The high level of legal impunity for perpetrators of human rights violations and common felonies stands in stark contrast to the robust manner in which preventive and restrictive measures and prosecutions have been deployed to silence members of civil society, social activists and political opponents…”

“There is a clear disconnect between what is contained in the country’s Constitution and international obligations, and what happens in practice,”

While justice sleeps, the unjust do their worst.  There are well-documented examples of government officials using state media to intimidate lawyers who offer representation to those being prosecuted and who offer contrary evidence and argument to the Government’s narrative on human rights.

There have also been cases of human rights lawyers accused of conspiracy and imprisoned along with their defendants with a total disregard of due process.   On this subject, a group of United Nations and Inter-American Commission on Human Rights experts have sought assurances that the State stop using Con el Mazo Dando, a late night show hosted by the President of the Parliament, to bully human rights defenders and have called on the Venezuelan authorities “to immediately cease the targeting of rights activists.”  

If you guessed that, in response, senior state officials doubled-down on flagrantly violating and fettering the justice system’s independence, you would be right.

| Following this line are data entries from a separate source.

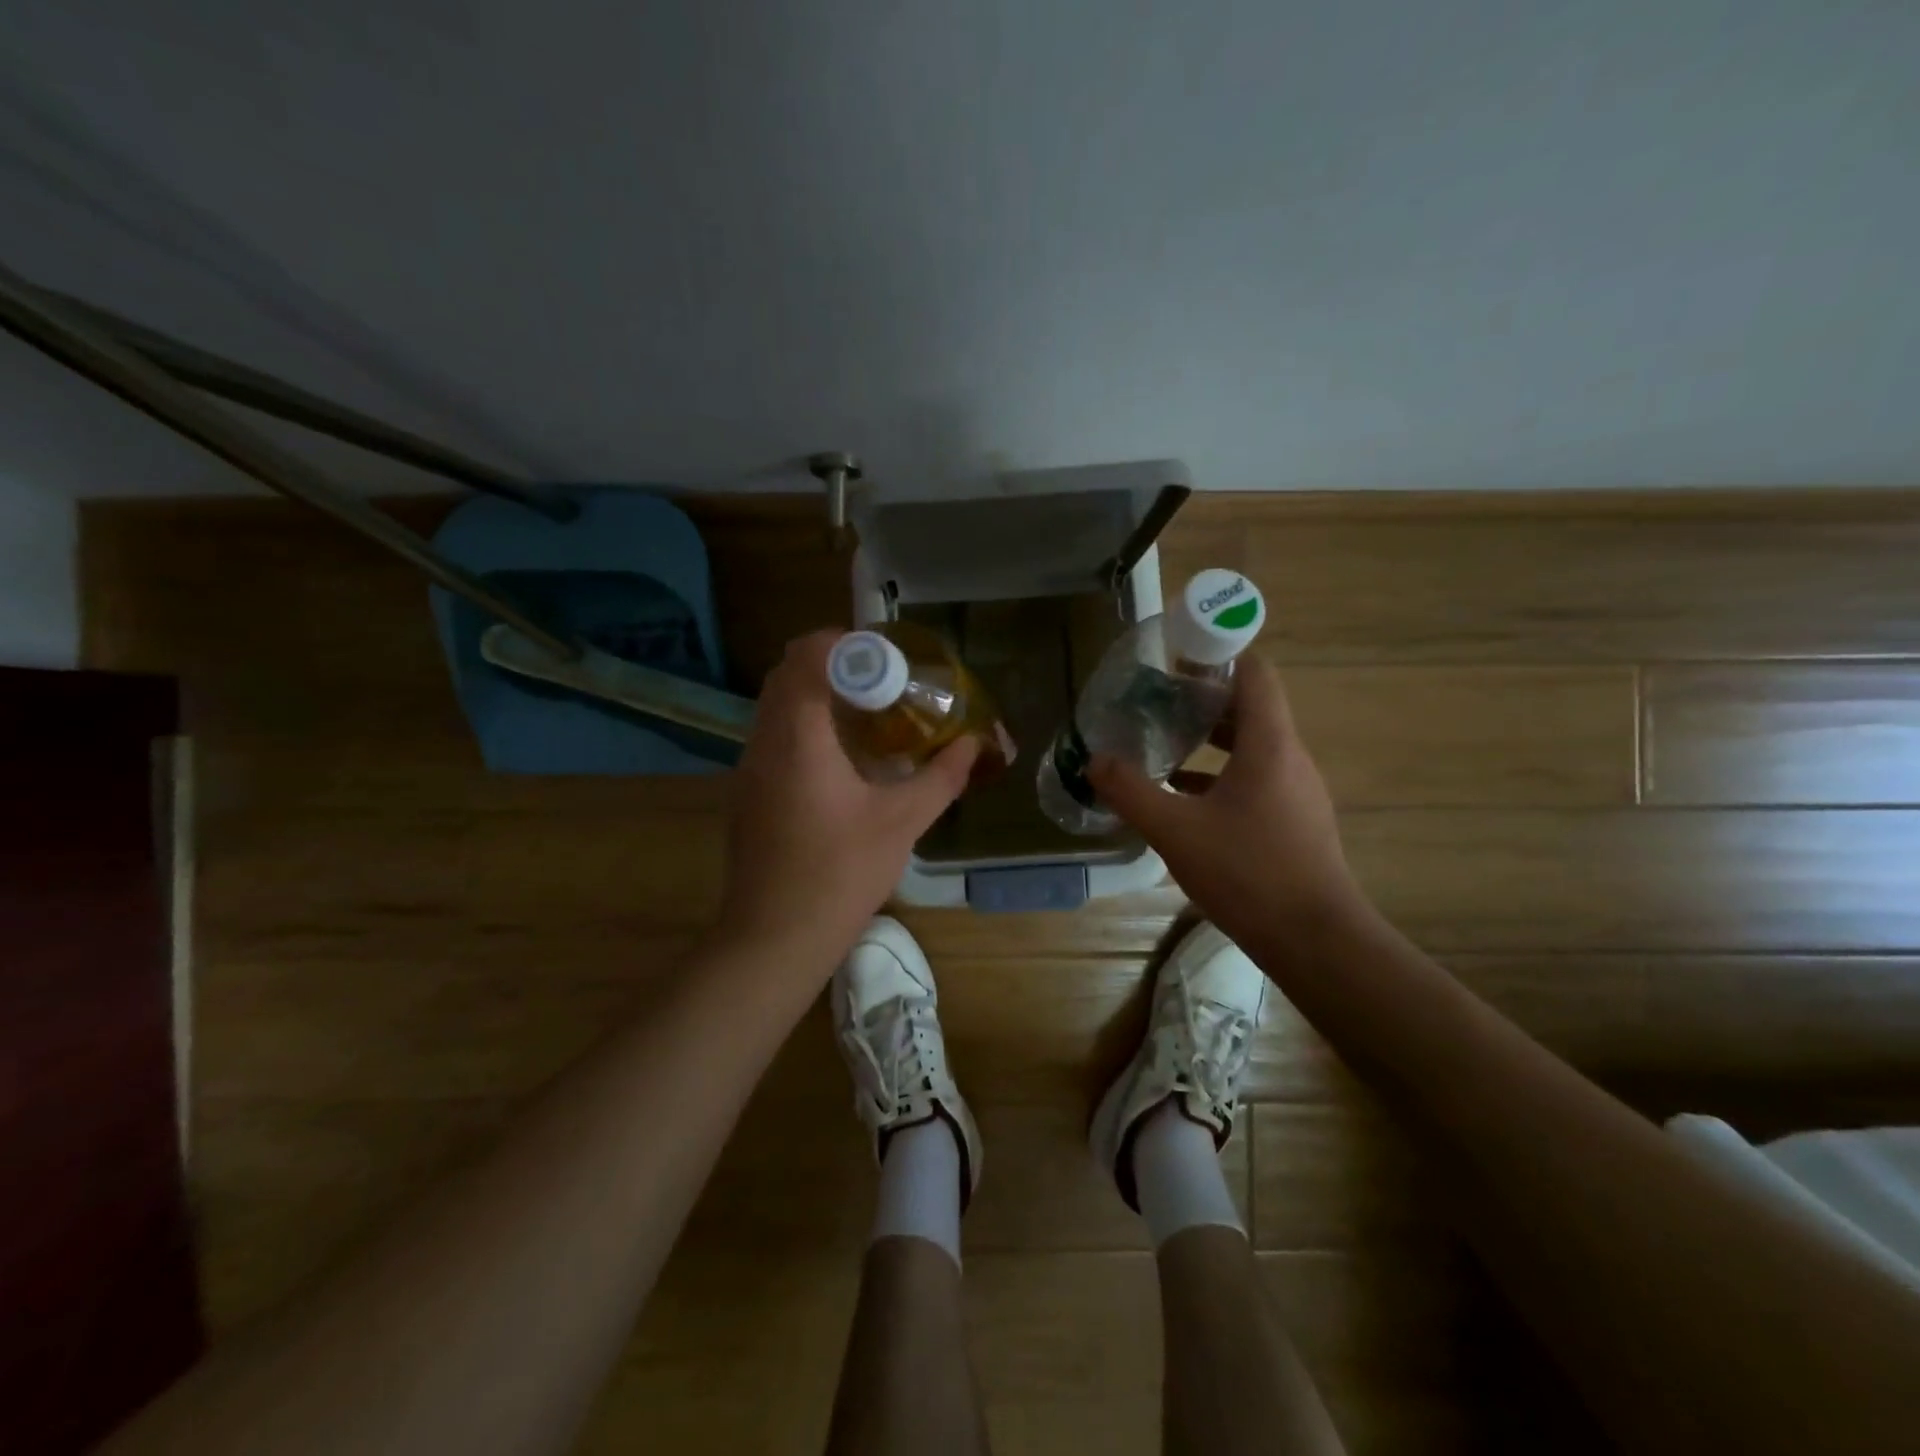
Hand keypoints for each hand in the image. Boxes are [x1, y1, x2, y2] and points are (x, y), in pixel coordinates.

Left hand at [719, 630, 978, 964]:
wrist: (774, 937)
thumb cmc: (840, 873)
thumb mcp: (902, 822)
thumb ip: (941, 777)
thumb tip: (973, 744)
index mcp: (798, 738)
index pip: (806, 657)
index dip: (843, 643)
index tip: (883, 655)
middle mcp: (764, 742)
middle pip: (785, 674)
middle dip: (830, 664)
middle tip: (879, 680)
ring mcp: (748, 768)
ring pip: (774, 705)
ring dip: (814, 694)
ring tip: (864, 712)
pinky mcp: (746, 792)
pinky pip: (771, 735)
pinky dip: (802, 725)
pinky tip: (839, 757)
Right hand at [1088, 654, 1365, 943]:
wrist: (1315, 940)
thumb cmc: (1247, 873)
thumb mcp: (1175, 830)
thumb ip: (1130, 791)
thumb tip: (1094, 760)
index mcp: (1269, 744)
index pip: (1254, 673)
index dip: (1218, 654)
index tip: (1175, 657)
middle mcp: (1290, 758)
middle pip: (1249, 707)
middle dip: (1201, 699)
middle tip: (1153, 702)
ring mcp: (1296, 791)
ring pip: (1251, 746)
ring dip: (1208, 740)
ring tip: (1161, 745)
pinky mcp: (1294, 820)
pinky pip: (1255, 779)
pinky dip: (1219, 775)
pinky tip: (1182, 798)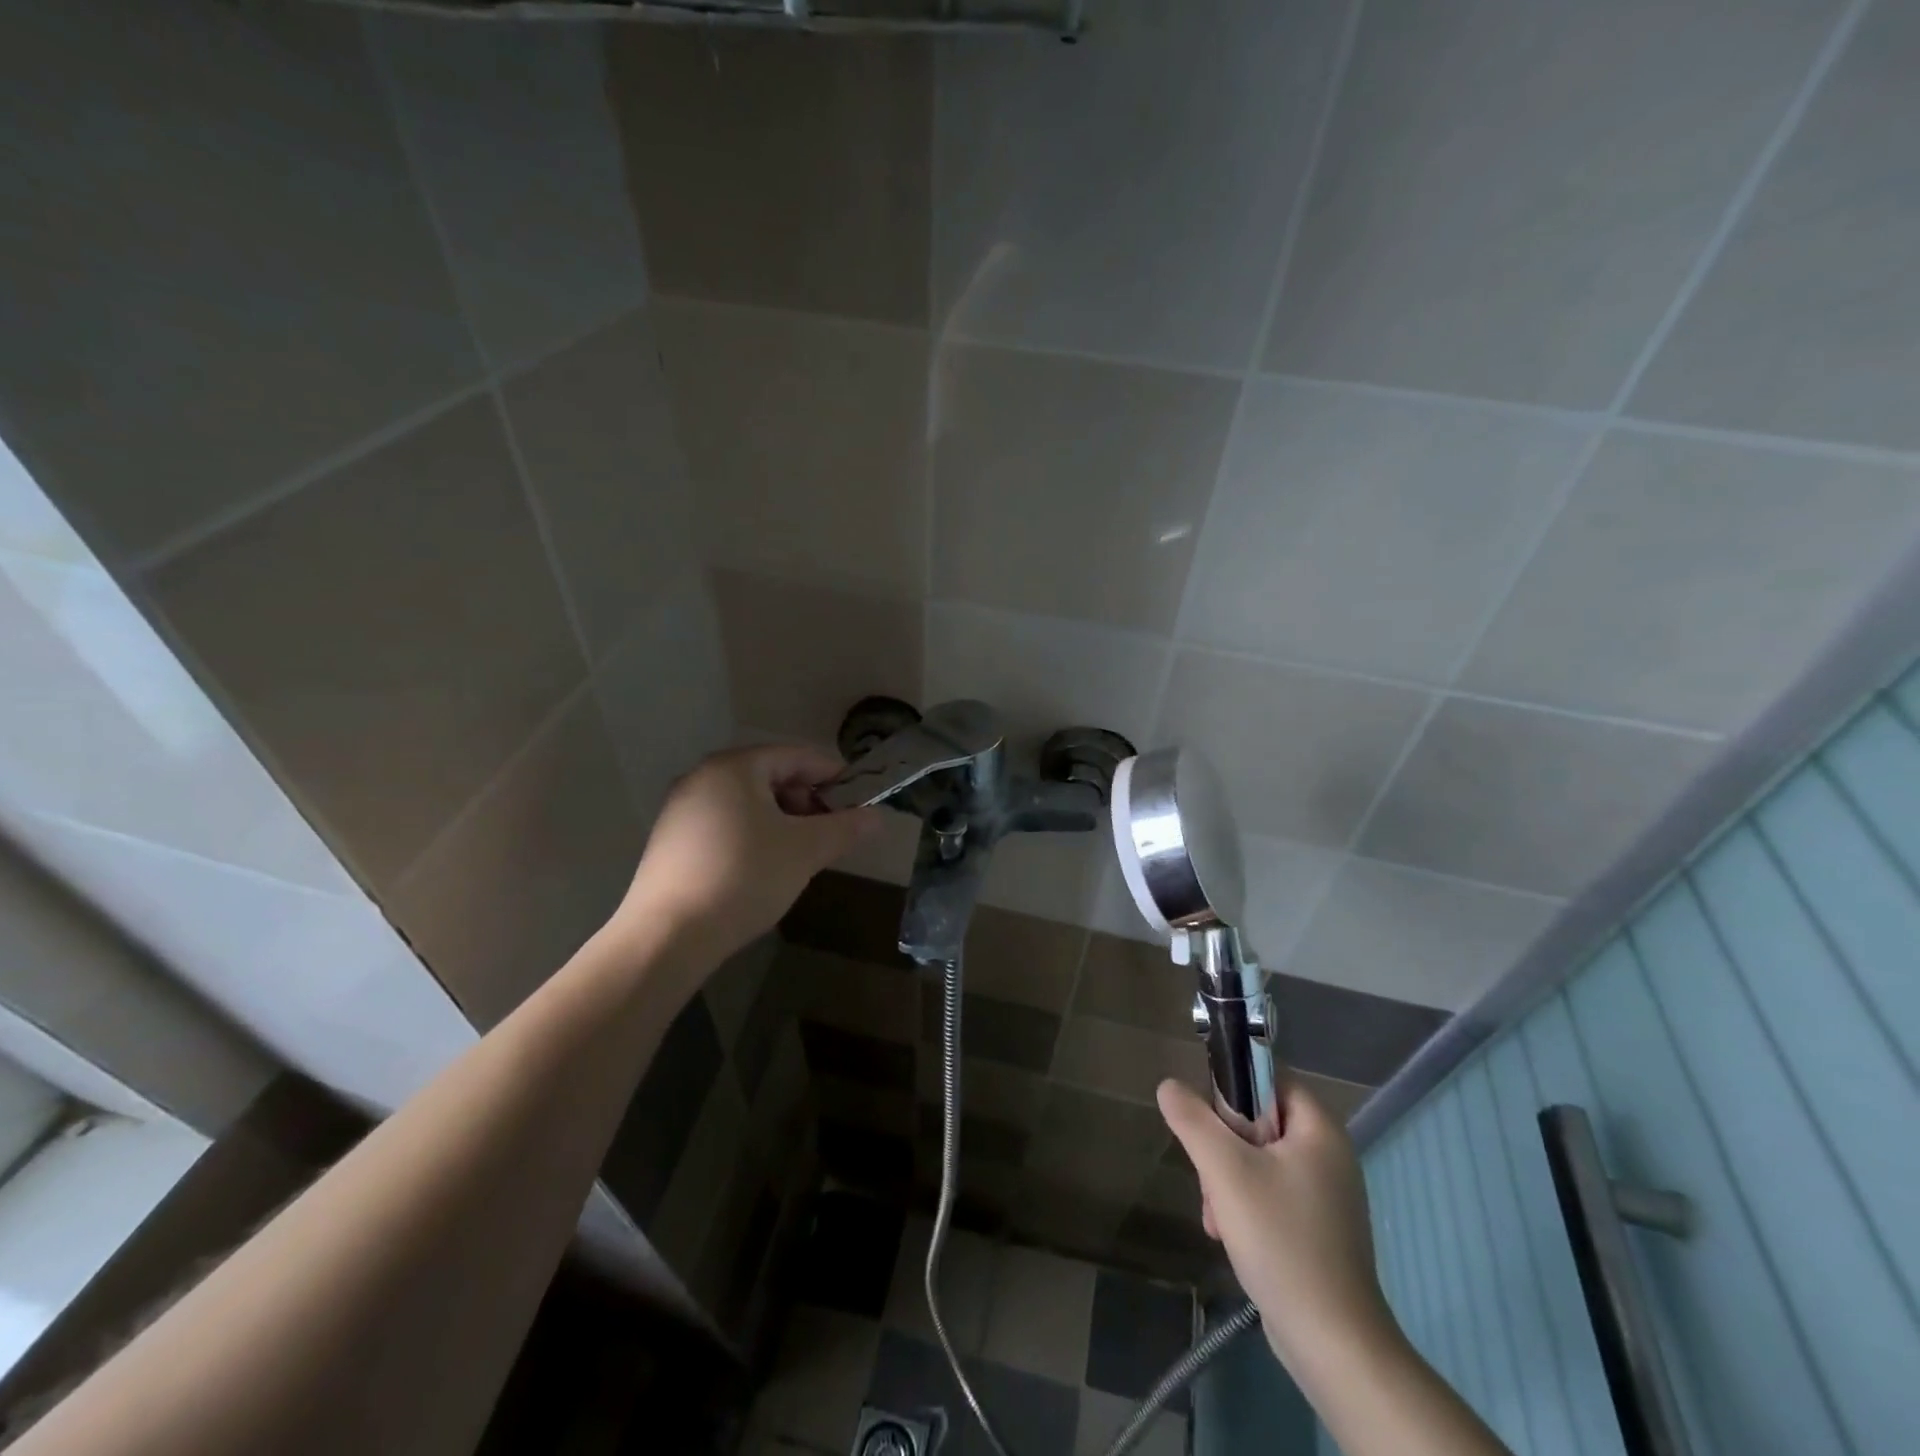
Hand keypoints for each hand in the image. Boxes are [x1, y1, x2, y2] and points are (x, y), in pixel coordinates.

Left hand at [612, 745, 880, 964]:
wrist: (668, 935)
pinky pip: (725, 823)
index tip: (860, 800)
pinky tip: (764, 867)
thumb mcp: (805, 850)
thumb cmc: (744, 877)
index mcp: (735, 767)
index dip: (833, 776)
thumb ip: (845, 828)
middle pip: (771, 776)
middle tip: (831, 831)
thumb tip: (877, 817)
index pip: (797, 756)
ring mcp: (681, 808)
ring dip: (782, 820)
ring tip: (801, 852)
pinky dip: (753, 834)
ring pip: (747, 802)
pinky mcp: (671, 840)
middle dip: (807, 801)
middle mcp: (703, 776)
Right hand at [1158, 1076, 1394, 1374]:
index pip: (1268, 1078)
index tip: (1207, 1122)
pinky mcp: (1320, 1230)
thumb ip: (1192, 1120)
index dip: (1233, 1090)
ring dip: (1227, 1182)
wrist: (1334, 1344)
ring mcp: (1327, 1196)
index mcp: (1320, 1129)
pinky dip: (1245, 1207)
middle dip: (1223, 1149)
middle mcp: (1330, 1155)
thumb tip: (1169, 1086)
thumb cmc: (1281, 1240)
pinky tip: (1230, 1236)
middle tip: (1209, 1179)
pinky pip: (1272, 1195)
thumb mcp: (1225, 1170)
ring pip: (1259, 1162)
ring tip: (1217, 1218)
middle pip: (1259, 1123)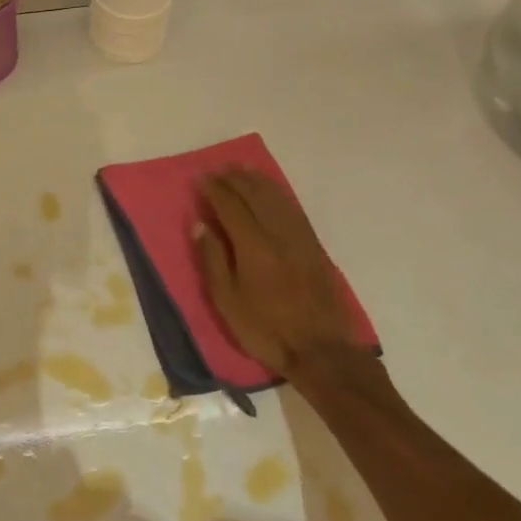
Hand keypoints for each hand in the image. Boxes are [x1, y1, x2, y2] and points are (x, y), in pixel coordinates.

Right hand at [193, 168, 374, 391]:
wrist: (321, 350)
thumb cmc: (265, 329)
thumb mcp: (227, 300)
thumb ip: (213, 259)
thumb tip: (200, 224)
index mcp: (254, 247)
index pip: (231, 206)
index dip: (215, 190)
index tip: (201, 179)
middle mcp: (279, 234)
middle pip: (256, 196)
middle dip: (235, 180)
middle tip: (219, 171)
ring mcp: (301, 239)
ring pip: (278, 199)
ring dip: (258, 181)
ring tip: (243, 171)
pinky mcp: (315, 247)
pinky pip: (294, 210)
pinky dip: (279, 194)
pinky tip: (272, 192)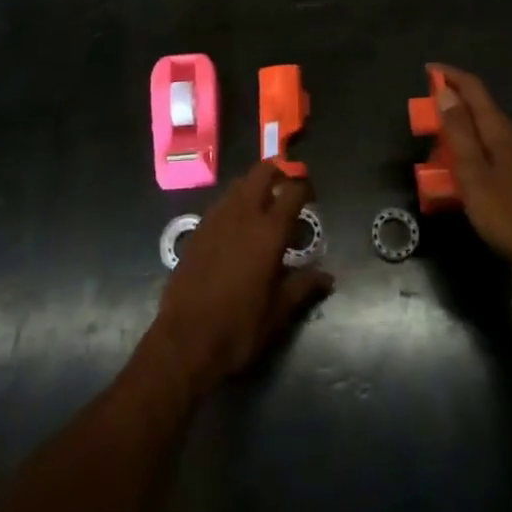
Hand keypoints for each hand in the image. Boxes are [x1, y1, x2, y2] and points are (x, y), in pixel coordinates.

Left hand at [149, 162, 332, 398]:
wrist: (184, 340)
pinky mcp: (198, 228)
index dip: (305, 187)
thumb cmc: (238, 328)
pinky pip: (222, 202)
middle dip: (279, 171)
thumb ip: (303, 287)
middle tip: (288, 188)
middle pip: (263, 171)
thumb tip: (328, 277)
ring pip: (240, 183)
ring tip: (264, 206)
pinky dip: (235, 203)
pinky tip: (238, 226)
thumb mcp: (278, 312)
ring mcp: (217, 218)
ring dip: (255, 185)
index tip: (311, 196)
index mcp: (269, 232)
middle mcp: (243, 214)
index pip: (293, 191)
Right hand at [432, 64, 511, 291]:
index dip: (450, 75)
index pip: (474, 89)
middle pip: (480, 110)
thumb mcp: (474, 175)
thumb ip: (459, 133)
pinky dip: (475, 154)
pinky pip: (496, 154)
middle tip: (426, 122)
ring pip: (488, 134)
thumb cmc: (510, 216)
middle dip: (452, 108)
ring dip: (462, 134)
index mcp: (500, 130)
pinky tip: (468, 179)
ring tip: (440, 155)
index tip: (428, 70)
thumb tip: (445, 92)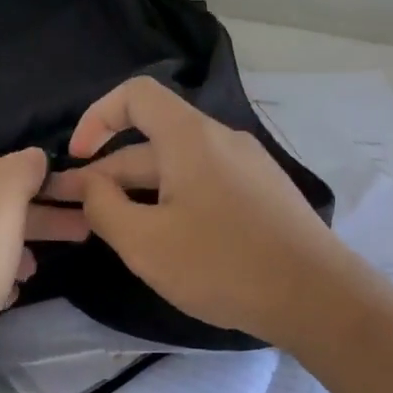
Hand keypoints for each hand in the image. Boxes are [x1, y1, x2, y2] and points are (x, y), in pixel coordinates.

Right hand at [45, 77, 352, 347]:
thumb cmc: (223, 264)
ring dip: (138, 191)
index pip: (135, 94)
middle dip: (108, 173)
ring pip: (177, 167)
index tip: (77, 159)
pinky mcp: (262, 194)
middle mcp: (220, 139)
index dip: (96, 117)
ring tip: (113, 230)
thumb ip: (103, 207)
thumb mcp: (145, 243)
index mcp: (190, 136)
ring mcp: (247, 166)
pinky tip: (163, 238)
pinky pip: (203, 184)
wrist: (318, 297)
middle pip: (151, 140)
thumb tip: (89, 185)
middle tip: (75, 212)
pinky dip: (171, 200)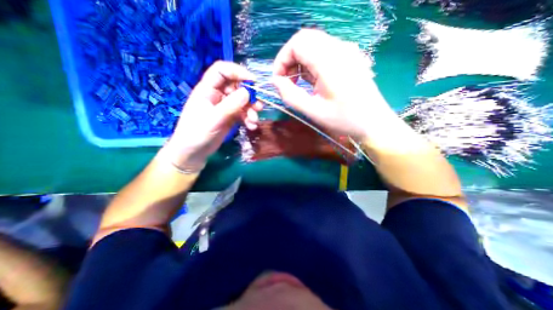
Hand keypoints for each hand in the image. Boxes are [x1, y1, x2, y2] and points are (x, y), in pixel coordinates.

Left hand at [162, 60, 261, 170]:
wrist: (193, 153)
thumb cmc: (197, 134)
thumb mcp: (213, 119)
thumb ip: (230, 105)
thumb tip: (247, 92)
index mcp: (207, 89)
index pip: (222, 71)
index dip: (237, 72)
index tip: (253, 81)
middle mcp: (217, 95)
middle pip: (237, 86)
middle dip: (250, 96)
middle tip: (259, 106)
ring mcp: (225, 107)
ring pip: (242, 101)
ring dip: (251, 110)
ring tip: (254, 121)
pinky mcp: (230, 117)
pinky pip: (243, 113)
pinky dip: (249, 119)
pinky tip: (251, 127)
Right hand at [272, 29, 396, 140]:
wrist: (373, 122)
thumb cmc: (344, 119)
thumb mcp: (313, 111)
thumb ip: (291, 96)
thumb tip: (276, 82)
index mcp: (330, 61)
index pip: (297, 43)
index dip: (282, 60)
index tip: (278, 80)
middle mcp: (339, 48)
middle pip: (304, 40)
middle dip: (289, 59)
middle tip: (286, 82)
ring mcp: (346, 51)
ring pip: (313, 44)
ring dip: (299, 61)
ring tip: (297, 83)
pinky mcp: (348, 57)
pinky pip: (323, 52)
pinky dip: (310, 63)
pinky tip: (311, 80)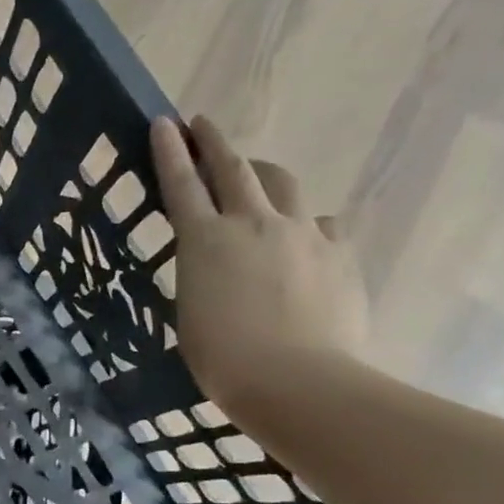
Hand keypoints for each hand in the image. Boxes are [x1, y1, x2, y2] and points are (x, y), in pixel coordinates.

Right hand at [149, 115, 369, 415]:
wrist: (296, 381)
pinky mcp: (339, 253)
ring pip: (283, 184)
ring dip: (263, 174)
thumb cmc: (222, 359)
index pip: (181, 184)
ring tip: (255, 179)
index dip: (170, 151)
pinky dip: (304, 223)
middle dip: (214, 142)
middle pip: (234, 168)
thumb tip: (222, 263)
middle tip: (203, 126)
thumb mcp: (191, 312)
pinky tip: (301, 242)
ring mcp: (302, 234)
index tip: (164, 122)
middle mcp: (253, 223)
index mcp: (204, 241)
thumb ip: (203, 274)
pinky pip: (320, 223)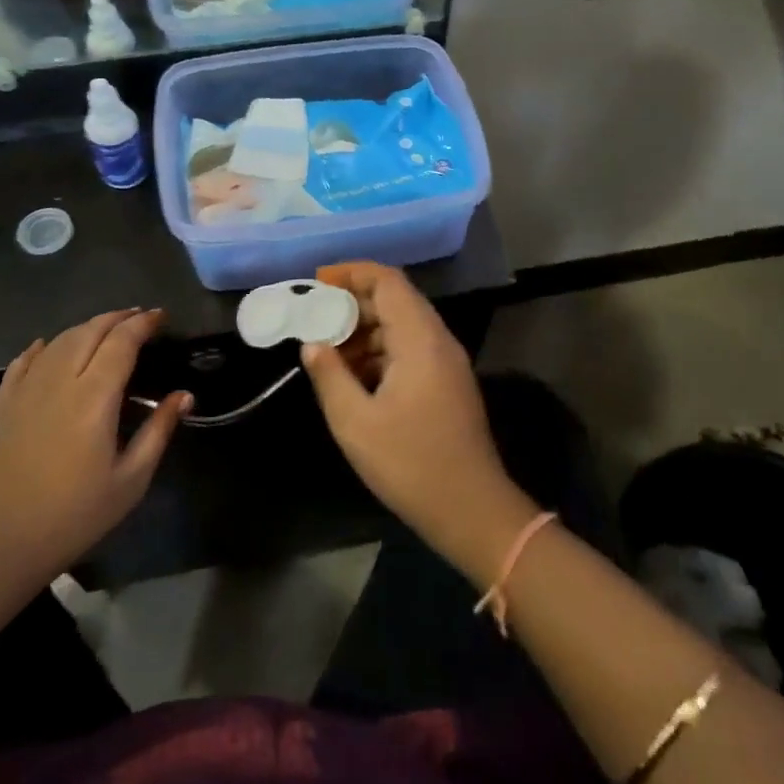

On October 26th, Venezuela’s most senior “diplomat” (President Maduro) urged the immediate prosecution of Lorenzo Mendoza for discussing Venezuela’s economy in a private telephone conversation with Ricardo Haussman, a respected US-based academic.

Of course, such things will not come as news to avid Venezuela news watchers. But the reputational weight of the IBA and the ICJ makes it impossible to dismiss the concerns raised as merely partisan attacks. As organizations, they are uniquely positioned to document some sad truths that will build international criminal law cases against some the regime’s chief magistrates.

Of the Chavez-infused judiciary and the Venezuelan people’s reaction, Panza might have said: “[the] bad thing about sleep, as far as I’ve ever heard, and that is that it resembles death, since there’s very little difference between a sleeping man and a corpse.”

When the IBA and the ICJ can’t tell the difference between the two, you know things have come to a head.